What the task asks:
Search the data below for the word "road" and copy each line that holds it.

━━ Record excerpts ━━

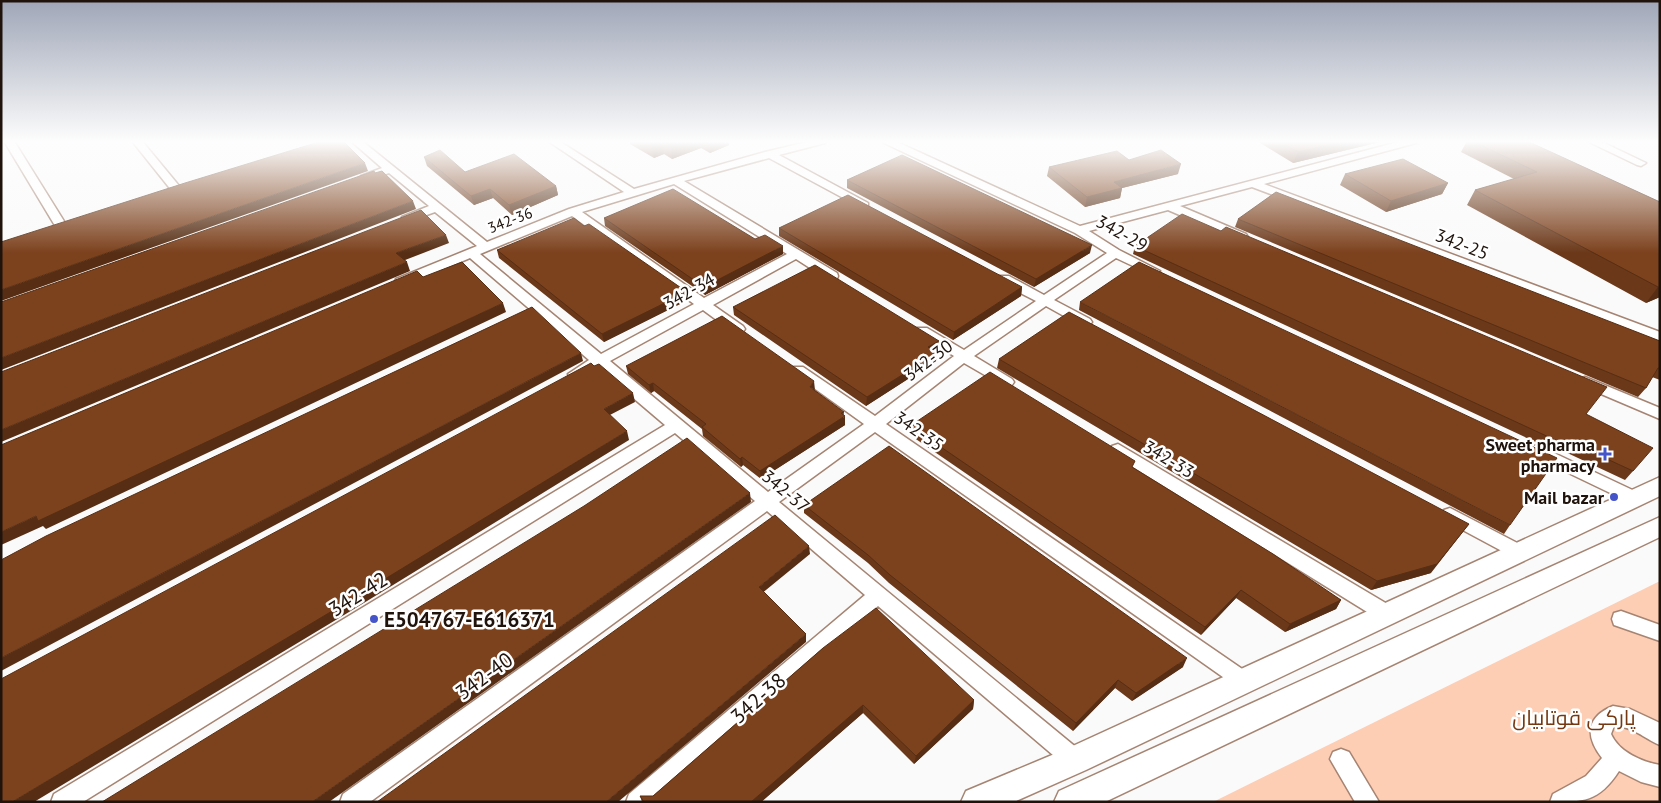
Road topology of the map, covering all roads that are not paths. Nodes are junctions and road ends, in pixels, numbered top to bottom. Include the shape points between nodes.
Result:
1 (32, 178) edge
2 (168, 178) edge
3 (363, 178) edge
4 (402, 178) edge
5 (611, 178) edge
6 (681, 178) edge
7 (815, 178) edge
8 (970, 178) edge
9 (1268, 178) edge
10 (675, 180) junction
11 (353, 182) edge
12 (1251, 183) junction
13 (176, 189) edge
14 (633, 193) junction
15 (1167, 205) junction
16 (438, 207) junction
17 (873, 209) edge
18 (573, 211) junction
19 (391, 225) edge
20 (61, 226) edge
21 (1079, 230) junction
22 (1258, 244) edge
23 (477, 249) junction
24 (1115, 253) junction
25 (796, 254) junction
26 (994, 274) edge
27 (1169, 278) edge
28 (846, 285) edge
29 (388, 287) edge
30 (1046, 302) junction
31 (703, 304) junction
32 (535, 306) junction
33 (517, 315) edge
34 (905, 320) edge
35 (1099, 329) edge
36 (1660, 337) edge
37 (752, 338) edge
38 (964, 356) junction
39 (600, 360) junction
40 (785, 361) edge
41 (1568, 375) edge
42 (564, 380) edge
43 (1023, 392) edge
44 (1660, 414) edge
45 (875, 424) junction
46 (676, 425) junction
47 (1520, 443) edge
48 (1108, 444) edge
49 (1660, 486) edge
50 (1635, 498) junction
51 (767, 501) junction
52 (1440, 510) edge
53 (1660, 526) edge
54 (1519, 552) junction
55 (878, 594) junction
56 (1387, 614) junction
57 (1621, 619) dead end
58 (1660, 633) edge
59 (1244, 681) junction
60 (1658, 732) edge
61 (1615, 756) junction
62 (1342, 759) dead end
63 (1075, 760) junction
64 (1660, 776) edge
65 (62, 802) edge
66 (351, 802) edge
67 (637, 802) edge
68 (978, 802) edge
69 (1070, 802) edge
70 (1368, 802) edge
71 (1561, 802) edge

1 - 20 street
2 - 13 street
3 - 11 street
4 - 16 street, 342-37
5 - 14 street
6 - 10 street, 342-36
7 - 17 street
8 - 21 street
9 - 12 street
10 - 14 street, 342-36
10 - 25 street
12 - 15 street
12 - 36 street, 342-25
14 - 18 street, 342-36
15 - 21 street
15 - 22 street
16 - 19 street
16 - 23 street, 342-37
18 - 23 street, 342-36
18 - 31 street
21 - 24 street, 342-29
23 - 29 street, 342-36
23 - 32 street, 342-37
24 - 27 street, 342-29
24 - 30 street, 342-30
25 - 28 street
25 - 31 street, 342-34
26 - 30 street
30 - 35 street
30 - 38 street, 342-30
31 - 37 street
31 - 39 street, 342-34
32 - 33 street
32 - 39 street, 342-37
34 - 38 street
38 - 43 street
38 - 45 street, 342-30
39 - 42 street, 342-34
39 - 46 street, 342-37
40 - 45 street, 342-35
41 - 44 street
45 - 51 street, 342-30
45 - 59 street, 342-35
46 - 51 street, 342-37
46 - 65 street, 342-42
47 - 50 street
48 - 56 street, 342-33
49 - 50 main road
50 - 54 main road
51 - 55 street, 342-37
51 - 66 street, 342-40
52 - 54 street
53 - 69 main road
54 - 56 main road
55 - 63 street, 342-37
55 - 67 street, 342-38
56 - 59 main road
57 - 58 street
59 - 63 main road
60 - 61 street via 1624,716 1606,719 1601,733
61 - 64 street via 1635,770
61 - 71 street via 1597,783
62 - 70 street
63 - 68 main road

━━━

Exercise result:
Road topology of the map, covering all roads that are not paths. Nodes are junctions and road ends, in pixels, numbered top to bottom. Include the shape points between nodes.
49 - 50 main road
50 - 54 main road
53 - 69 main road
54 - 56 main road
56 - 59 main road
59 - 63 main road
63 - 68 main road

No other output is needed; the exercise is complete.